I am exploring the use of Intel Fortran's "go fast" flags to try and make my program "go fast". First, let me say that by default, we build our model with:
-O3 -qopt-report0 -ftz -align all -fno-alias -traceback -convert big_endian -fPIC -fpe0 -fp-model source -heap-arrays 32 -assume noold_maxminloc -align dcommons
These are fairly safe flags (-fp-model source, etc.) and give us reproducibility between runs, between like chips (*wells to *wells) and if we alter our MPI layout, the same answer. Now to try and eke out all the performance I can, on the Haswells I'm testing on I run:
-O3 -xCORE-AVX2 -fma -qopt-report0 -ftz -align all -fno-alias -align array32byte -traceback -convert big_endian -fPIC -fpe3 -fp-model fast=2 -no-prec-div -g -fimf-use-svml -align dcommons
I've tried to turn on every flag I can think of for "make go fast". And, this does help. Seems to be ~15% faster or so, which is nothing to sneeze at. However, one main issue is that with these flags, I seem to have killed the MPI layout reproducibility. Everything else is identical: both using Intel MPI 2018 as the MPI stack, both using Intel Fortran 2018 as the compiler. Just the flags.

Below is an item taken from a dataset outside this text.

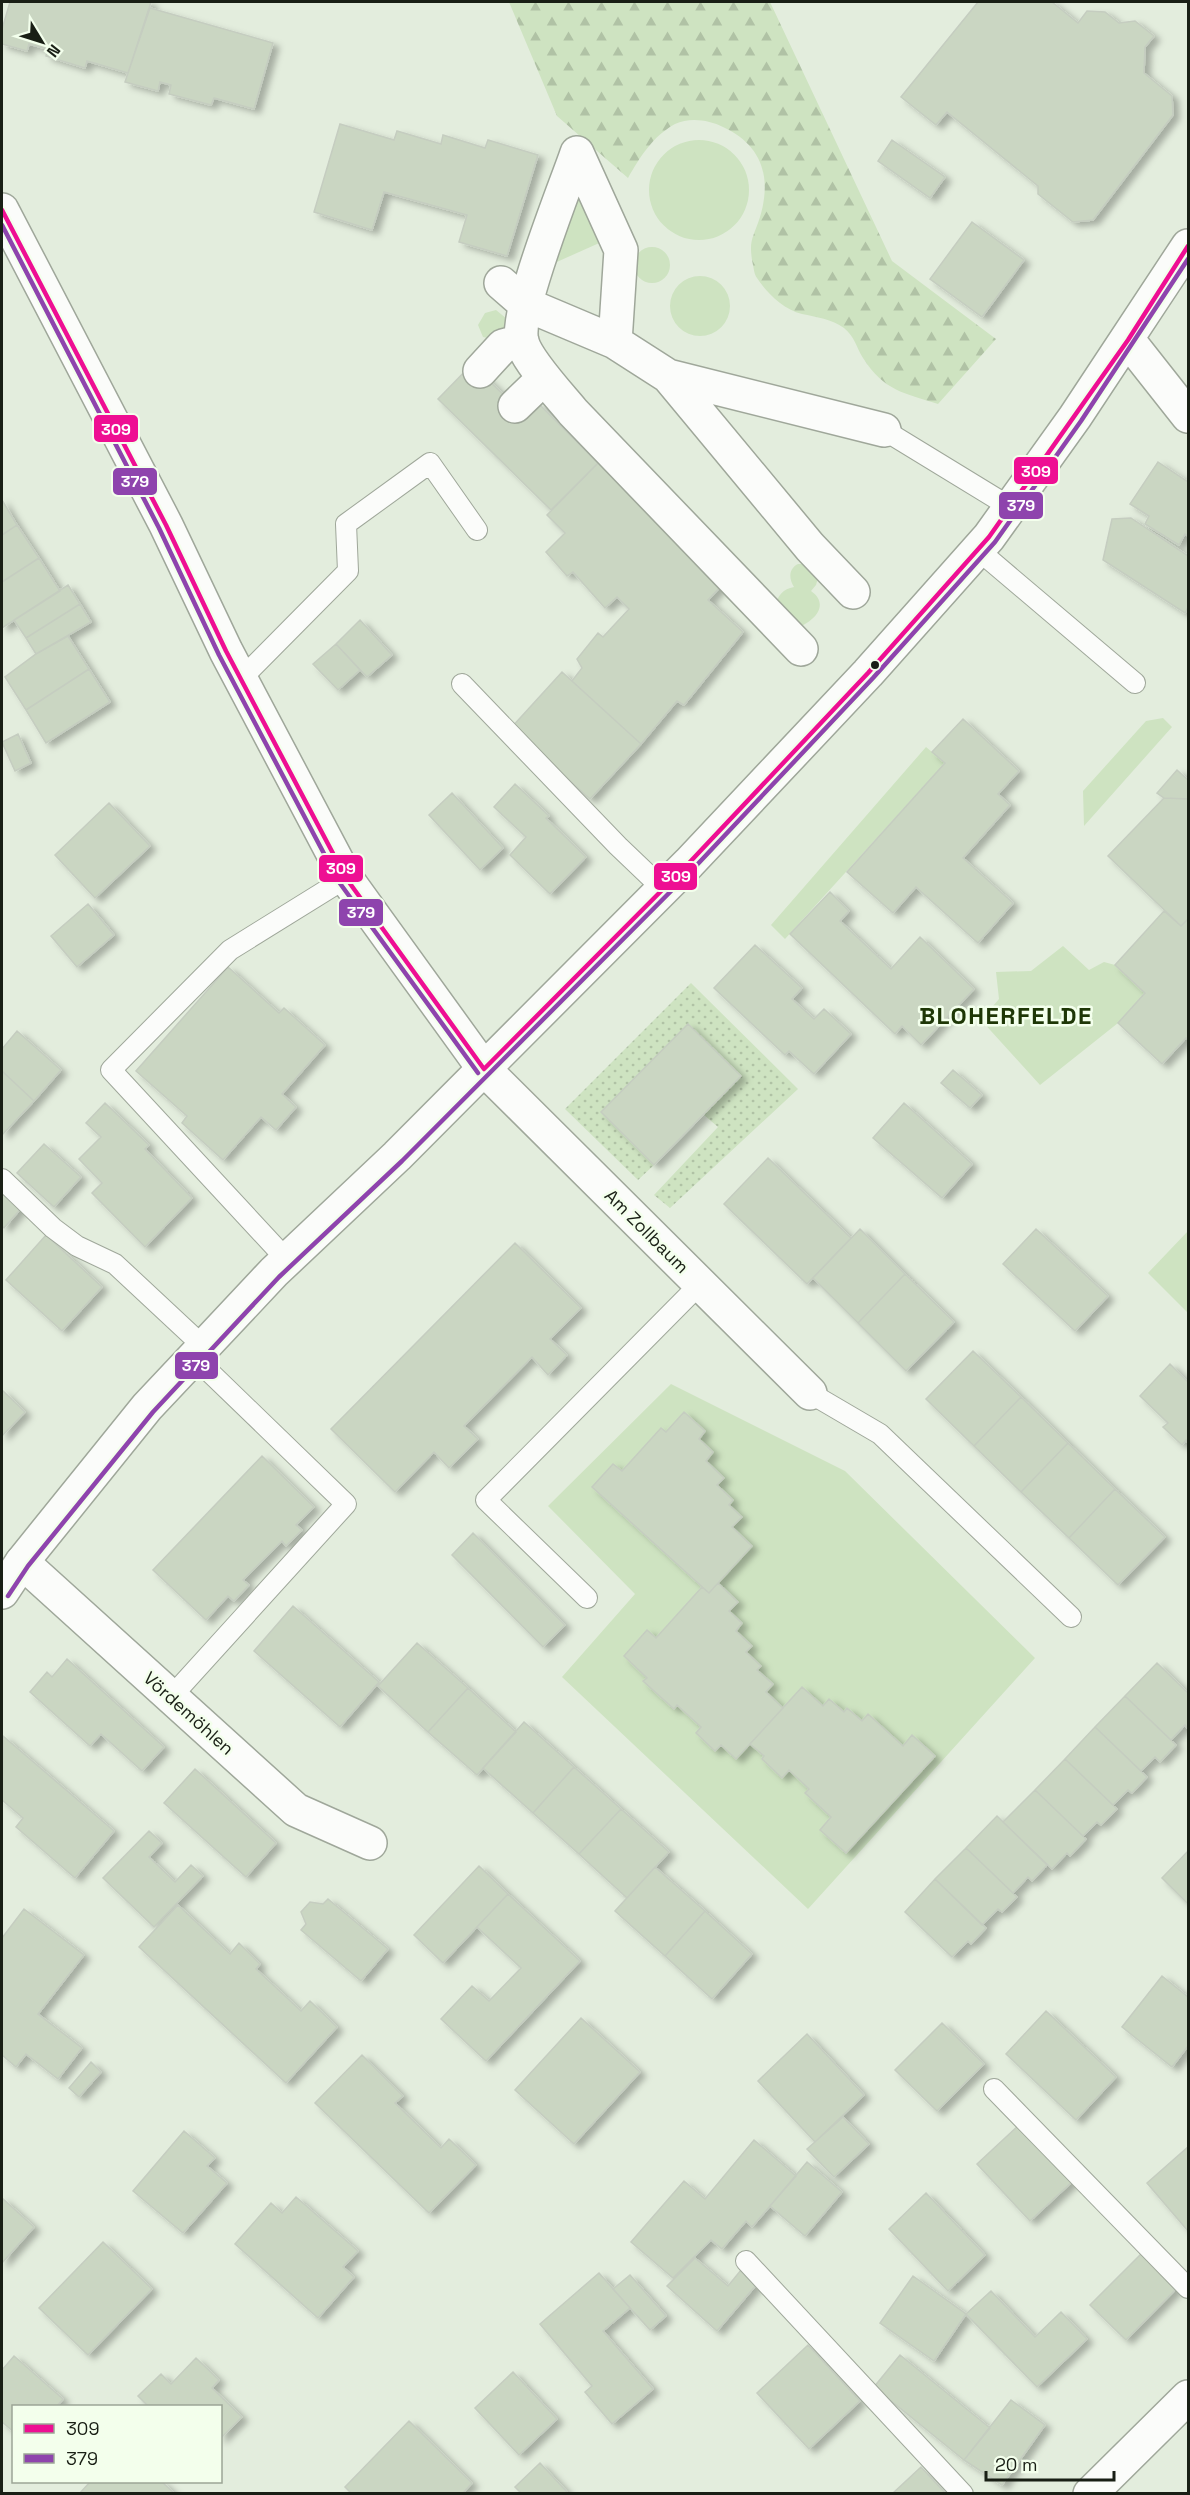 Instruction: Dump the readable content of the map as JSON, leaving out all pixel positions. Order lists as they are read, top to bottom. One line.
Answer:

Obviously, I used the "take everything and see what sticks" approach and just took every possible flag I could find for speeding up code. I have no doubt I've messed things up. But I'd like to try and maintain as much speed up as possible. I'm going to start exploring which flag(s) might be causing this, but I thought I'd leverage the experts help. Each recompile of my program takes ~20 minutes, so it's not going to be a fast process, so any speed up is welcome.
Note: I realized that my use of the word "layout" might be odd.
This is what I mean, if I run my executable on 96 (4x24) processors, I get a different answer than running on 54 (3x18) processors. It's like there is a reduction being done differently. However, most of the global sums, etc. in our model are pretty safe (often we cast to REAL64 do the work and cast back to REAL32) and not implemented via MPI_AllReduce for this issue (we only use Allreduce in some calls to get a min or max).
Also, since I can run the same MPI stack 4x24 and 3x18 without the fast opts and get identical results, I don't really tend to blame Intel MPI. And this code has no MKL so MKL_CBWR shouldn't matter.
I guess I'm wondering if there is something the options are triggering that can cause a difference if say one processor has 6 processes but in the other layout has, say, 14.
Are the CPUs the same between 4x24 and 3x18 (iow would they be taking different code branches based on available instructions)?
Can you post the CPU model numbers?